I'm not suggesting that Santorum's saying boneheaded things about birth control or gays, or even his insisting that he meant "blah people" rather than "black people" when he was talking about government handouts, is the same as spitting on schoolgirls. But I couldn't help but notice that just as Israel tolerates, and even cooperates in, the extremist behavior of a minority of its population, GOP leaders, especially in election season in the U.S., seem willing to pander to the furthest reaches of the right wing.
Sure, the wind that Iowa put beneath Santorum's wings was roundly knocked out from under him in New Hampshire. But the fact that pundits spent the preceding week pretending to take seriously the notion that Santorum could end up as the nominee shows the degree to which the Christian right has taken on an almost mythic quality in GOP politics.
Moreover, that Santorum celebrated his momentum by scaling new heights in incendiary, nonsensical statements suggests he's tone deaf to what people actually care about. Traipsing around New Hampshire comparing gay marriage to polygamy and citing an unnamed "poverty expert" who believes that kids whose fathers have abandoned them or are in prison are better off than kids with two same-sex parents, he seemed to forget that most of the GOP base (yes, even his base) is at least as interested in creating jobs as creating fetuses.

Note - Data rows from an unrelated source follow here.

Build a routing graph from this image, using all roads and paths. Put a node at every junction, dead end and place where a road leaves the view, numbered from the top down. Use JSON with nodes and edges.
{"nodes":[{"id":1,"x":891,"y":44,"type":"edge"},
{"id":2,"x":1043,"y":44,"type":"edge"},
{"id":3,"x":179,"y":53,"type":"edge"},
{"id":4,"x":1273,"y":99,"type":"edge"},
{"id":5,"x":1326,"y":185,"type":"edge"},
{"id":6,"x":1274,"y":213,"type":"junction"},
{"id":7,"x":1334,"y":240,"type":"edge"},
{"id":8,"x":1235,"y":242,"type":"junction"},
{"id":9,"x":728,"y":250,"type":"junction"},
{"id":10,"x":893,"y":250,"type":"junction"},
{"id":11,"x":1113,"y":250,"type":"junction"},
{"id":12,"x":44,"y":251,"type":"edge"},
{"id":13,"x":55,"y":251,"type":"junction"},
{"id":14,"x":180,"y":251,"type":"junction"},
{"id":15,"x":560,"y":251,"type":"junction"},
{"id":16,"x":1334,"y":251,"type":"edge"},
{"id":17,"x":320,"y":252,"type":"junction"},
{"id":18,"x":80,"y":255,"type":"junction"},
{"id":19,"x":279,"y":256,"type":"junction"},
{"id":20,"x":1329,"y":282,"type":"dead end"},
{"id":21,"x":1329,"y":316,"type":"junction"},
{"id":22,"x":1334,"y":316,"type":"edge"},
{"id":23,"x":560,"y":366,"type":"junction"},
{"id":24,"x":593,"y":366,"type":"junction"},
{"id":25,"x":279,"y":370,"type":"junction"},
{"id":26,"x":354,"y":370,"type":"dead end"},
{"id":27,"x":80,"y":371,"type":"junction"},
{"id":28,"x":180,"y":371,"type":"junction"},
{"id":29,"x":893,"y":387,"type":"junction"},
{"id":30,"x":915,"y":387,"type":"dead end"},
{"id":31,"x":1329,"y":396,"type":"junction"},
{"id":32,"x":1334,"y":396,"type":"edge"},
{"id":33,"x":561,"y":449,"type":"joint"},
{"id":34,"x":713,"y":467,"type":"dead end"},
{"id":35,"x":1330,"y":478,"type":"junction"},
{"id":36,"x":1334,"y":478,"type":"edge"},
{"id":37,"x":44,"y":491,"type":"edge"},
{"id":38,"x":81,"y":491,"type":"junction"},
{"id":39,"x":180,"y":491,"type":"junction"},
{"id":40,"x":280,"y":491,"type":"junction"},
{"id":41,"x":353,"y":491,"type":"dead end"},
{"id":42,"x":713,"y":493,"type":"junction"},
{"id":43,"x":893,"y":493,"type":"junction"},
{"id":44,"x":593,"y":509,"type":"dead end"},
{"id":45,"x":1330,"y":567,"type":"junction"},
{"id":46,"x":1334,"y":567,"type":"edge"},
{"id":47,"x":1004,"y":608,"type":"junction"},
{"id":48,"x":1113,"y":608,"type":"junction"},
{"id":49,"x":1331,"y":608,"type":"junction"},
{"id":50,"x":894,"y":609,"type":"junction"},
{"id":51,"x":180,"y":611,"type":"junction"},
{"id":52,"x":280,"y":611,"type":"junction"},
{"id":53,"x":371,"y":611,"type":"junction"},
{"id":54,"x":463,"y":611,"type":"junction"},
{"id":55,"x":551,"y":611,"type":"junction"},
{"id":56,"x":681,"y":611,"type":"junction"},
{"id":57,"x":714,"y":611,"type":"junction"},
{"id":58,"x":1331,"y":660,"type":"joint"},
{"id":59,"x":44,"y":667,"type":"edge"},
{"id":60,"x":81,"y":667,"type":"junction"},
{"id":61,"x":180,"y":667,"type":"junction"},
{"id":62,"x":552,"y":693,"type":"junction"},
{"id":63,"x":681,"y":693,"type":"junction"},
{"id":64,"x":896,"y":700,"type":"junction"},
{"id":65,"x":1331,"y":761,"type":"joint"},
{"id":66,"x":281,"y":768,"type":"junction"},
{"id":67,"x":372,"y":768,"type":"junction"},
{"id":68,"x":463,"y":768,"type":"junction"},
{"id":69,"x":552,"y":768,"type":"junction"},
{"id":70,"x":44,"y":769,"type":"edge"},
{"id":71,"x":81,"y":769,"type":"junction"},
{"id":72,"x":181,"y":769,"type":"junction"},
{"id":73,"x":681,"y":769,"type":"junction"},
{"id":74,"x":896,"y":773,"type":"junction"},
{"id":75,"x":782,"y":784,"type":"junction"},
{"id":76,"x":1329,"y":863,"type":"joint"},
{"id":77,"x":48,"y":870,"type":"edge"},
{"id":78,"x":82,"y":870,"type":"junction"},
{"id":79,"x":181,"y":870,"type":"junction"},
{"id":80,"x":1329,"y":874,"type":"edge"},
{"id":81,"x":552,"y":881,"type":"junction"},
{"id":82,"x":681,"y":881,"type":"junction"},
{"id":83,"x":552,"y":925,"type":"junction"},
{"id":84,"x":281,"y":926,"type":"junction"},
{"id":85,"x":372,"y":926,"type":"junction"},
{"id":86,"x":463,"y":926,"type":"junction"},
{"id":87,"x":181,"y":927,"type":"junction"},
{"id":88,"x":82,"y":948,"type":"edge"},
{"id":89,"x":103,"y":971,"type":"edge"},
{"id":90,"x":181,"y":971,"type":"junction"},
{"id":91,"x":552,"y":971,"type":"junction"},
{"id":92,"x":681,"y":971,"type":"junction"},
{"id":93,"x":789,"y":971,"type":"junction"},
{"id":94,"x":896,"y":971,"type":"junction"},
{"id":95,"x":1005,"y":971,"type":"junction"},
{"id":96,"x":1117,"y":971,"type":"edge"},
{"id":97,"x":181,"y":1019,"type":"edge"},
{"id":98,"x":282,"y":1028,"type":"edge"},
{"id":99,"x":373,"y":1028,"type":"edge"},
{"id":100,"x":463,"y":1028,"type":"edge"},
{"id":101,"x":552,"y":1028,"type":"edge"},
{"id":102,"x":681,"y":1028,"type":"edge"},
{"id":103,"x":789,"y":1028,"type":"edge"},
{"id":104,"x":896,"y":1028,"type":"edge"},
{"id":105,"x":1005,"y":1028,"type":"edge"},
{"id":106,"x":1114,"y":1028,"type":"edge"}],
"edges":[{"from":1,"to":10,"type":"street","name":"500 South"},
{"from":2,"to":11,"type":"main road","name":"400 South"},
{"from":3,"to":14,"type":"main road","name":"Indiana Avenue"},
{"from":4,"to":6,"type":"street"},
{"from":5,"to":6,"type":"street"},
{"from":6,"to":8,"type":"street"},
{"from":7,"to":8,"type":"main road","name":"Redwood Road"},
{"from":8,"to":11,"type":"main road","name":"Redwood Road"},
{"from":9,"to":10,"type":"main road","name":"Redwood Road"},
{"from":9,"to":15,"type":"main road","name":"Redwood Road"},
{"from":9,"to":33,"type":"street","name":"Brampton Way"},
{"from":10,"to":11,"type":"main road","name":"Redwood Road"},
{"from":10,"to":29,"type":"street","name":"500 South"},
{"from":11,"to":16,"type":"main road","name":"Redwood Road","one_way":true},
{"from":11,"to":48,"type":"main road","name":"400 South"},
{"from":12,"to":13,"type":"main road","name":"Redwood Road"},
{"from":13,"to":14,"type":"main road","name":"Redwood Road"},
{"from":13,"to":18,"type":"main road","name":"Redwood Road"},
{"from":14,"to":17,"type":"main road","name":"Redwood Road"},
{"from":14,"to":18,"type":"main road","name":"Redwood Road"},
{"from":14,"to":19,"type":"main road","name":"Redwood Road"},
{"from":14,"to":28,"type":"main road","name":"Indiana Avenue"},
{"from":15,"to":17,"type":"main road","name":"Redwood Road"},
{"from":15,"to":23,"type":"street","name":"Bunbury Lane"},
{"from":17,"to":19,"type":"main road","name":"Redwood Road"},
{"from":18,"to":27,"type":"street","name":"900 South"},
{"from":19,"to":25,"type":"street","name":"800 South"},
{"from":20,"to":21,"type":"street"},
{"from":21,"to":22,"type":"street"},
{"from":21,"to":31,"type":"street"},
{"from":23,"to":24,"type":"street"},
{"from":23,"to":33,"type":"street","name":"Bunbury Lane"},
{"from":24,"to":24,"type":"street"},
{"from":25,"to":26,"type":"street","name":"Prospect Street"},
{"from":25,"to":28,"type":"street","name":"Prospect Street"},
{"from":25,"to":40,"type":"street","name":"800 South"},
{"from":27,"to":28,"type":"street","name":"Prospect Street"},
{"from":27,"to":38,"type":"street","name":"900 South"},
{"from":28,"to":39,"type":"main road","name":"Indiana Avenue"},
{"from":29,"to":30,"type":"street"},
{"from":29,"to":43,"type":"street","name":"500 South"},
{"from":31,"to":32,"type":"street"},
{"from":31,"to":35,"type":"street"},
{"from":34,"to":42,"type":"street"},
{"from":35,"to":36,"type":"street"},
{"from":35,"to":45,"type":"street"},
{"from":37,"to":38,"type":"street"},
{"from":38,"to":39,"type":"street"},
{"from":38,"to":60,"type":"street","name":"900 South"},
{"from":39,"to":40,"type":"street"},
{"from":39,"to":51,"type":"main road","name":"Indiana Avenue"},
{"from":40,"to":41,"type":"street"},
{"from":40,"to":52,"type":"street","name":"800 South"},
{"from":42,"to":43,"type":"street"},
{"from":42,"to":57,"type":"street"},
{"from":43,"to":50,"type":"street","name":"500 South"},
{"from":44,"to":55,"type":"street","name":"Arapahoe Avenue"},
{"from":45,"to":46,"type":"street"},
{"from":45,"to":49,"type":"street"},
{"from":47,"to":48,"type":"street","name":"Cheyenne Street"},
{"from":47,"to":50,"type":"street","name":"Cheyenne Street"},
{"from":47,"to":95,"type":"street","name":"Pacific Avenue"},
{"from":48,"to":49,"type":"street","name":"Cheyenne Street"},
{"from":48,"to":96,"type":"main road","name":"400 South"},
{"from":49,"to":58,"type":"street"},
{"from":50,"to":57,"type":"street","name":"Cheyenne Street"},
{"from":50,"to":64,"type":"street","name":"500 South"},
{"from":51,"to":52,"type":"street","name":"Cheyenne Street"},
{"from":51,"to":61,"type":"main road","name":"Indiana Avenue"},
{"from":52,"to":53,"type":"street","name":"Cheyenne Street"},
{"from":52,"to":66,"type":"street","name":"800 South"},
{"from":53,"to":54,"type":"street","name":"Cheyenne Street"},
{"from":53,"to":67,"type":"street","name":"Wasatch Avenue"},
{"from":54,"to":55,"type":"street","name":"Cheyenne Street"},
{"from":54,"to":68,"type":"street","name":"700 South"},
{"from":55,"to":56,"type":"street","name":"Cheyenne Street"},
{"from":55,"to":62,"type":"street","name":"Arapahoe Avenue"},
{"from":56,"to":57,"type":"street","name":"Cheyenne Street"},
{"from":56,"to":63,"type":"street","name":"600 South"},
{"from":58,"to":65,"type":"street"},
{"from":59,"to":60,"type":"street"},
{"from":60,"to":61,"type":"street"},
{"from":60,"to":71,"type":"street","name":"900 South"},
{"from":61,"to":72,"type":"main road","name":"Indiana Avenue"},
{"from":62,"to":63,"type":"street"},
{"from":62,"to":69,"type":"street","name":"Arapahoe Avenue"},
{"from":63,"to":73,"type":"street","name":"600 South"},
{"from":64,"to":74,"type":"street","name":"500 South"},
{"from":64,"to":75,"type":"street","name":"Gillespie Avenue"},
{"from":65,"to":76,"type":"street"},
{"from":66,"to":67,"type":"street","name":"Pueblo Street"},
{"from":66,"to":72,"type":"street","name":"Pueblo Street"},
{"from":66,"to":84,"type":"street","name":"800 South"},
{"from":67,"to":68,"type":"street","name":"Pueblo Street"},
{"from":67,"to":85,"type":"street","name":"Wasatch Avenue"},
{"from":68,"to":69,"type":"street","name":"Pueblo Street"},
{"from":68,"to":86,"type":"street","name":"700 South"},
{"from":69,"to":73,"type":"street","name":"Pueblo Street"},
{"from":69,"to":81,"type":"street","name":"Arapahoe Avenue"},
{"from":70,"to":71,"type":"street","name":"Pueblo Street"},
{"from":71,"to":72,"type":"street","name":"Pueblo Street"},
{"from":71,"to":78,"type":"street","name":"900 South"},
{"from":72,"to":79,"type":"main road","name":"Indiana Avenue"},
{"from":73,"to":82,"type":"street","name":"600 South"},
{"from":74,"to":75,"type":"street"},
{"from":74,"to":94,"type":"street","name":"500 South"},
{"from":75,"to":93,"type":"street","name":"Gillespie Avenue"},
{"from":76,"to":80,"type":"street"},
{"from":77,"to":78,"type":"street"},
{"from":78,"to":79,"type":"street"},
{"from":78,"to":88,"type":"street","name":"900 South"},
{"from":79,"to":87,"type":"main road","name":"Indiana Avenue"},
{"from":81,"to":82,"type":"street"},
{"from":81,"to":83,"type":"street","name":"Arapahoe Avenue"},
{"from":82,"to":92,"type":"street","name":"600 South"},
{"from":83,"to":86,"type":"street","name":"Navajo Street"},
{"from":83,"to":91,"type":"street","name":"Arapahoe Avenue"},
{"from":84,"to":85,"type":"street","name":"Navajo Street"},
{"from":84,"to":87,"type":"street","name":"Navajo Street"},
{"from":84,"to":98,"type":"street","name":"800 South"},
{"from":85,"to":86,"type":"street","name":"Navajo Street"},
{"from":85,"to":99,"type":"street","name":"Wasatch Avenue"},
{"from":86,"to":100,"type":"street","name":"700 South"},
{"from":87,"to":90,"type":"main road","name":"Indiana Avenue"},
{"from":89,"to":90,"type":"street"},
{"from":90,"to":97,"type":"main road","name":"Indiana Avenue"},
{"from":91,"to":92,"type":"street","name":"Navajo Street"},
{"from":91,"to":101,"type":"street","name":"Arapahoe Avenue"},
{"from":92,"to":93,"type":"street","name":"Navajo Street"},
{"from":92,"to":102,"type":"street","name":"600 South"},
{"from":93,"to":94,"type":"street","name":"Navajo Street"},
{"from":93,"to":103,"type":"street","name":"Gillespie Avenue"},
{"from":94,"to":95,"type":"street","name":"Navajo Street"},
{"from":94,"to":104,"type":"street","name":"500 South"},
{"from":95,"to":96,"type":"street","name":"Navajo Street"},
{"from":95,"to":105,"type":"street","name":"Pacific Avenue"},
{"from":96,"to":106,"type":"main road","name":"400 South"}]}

Gallup figures have put overall support for the right-leaning tea party at around 25% of Americans. But polls have shown that just over half view abortion rights unfavorably, and less than half oppose same-sex marriage and civil unions. It also happens that the National Assn. of Evangelicals has data showing that 90% of evangelical church leaders are OK with birth control. And though I haven't been able to find a survey that asked whether childless marriages should have lesser status than procreative ones, I suspect I know where most people would come down on that.
Why does Santorum persist with his rhetoric? Well, in fairness, he's a conservative (and an intensely literal-minded) Catholic, and he seems to believe most of it personally, even if hardly anyone else does. But zealots in Israel believe it's OK to spit at schoolgirls, even if hardly anyone else does. In both cases, the problem is what happens to democratic principles when such personal beliefs intersect public policy.
In the U.S., we too often grant the noisiest, most threatening zealots too much power to set the agenda. We're complicit in creating the illusion that religious fundamentalism is so rabid and so monolithic that we must appease it in order to keep it from turning against us. What we have in Santorum, who's clearly banking on South Carolina rolling quite a bit holier than New Hampshire, is a man enthralled with that mythic power — and it's making him speak in tongues.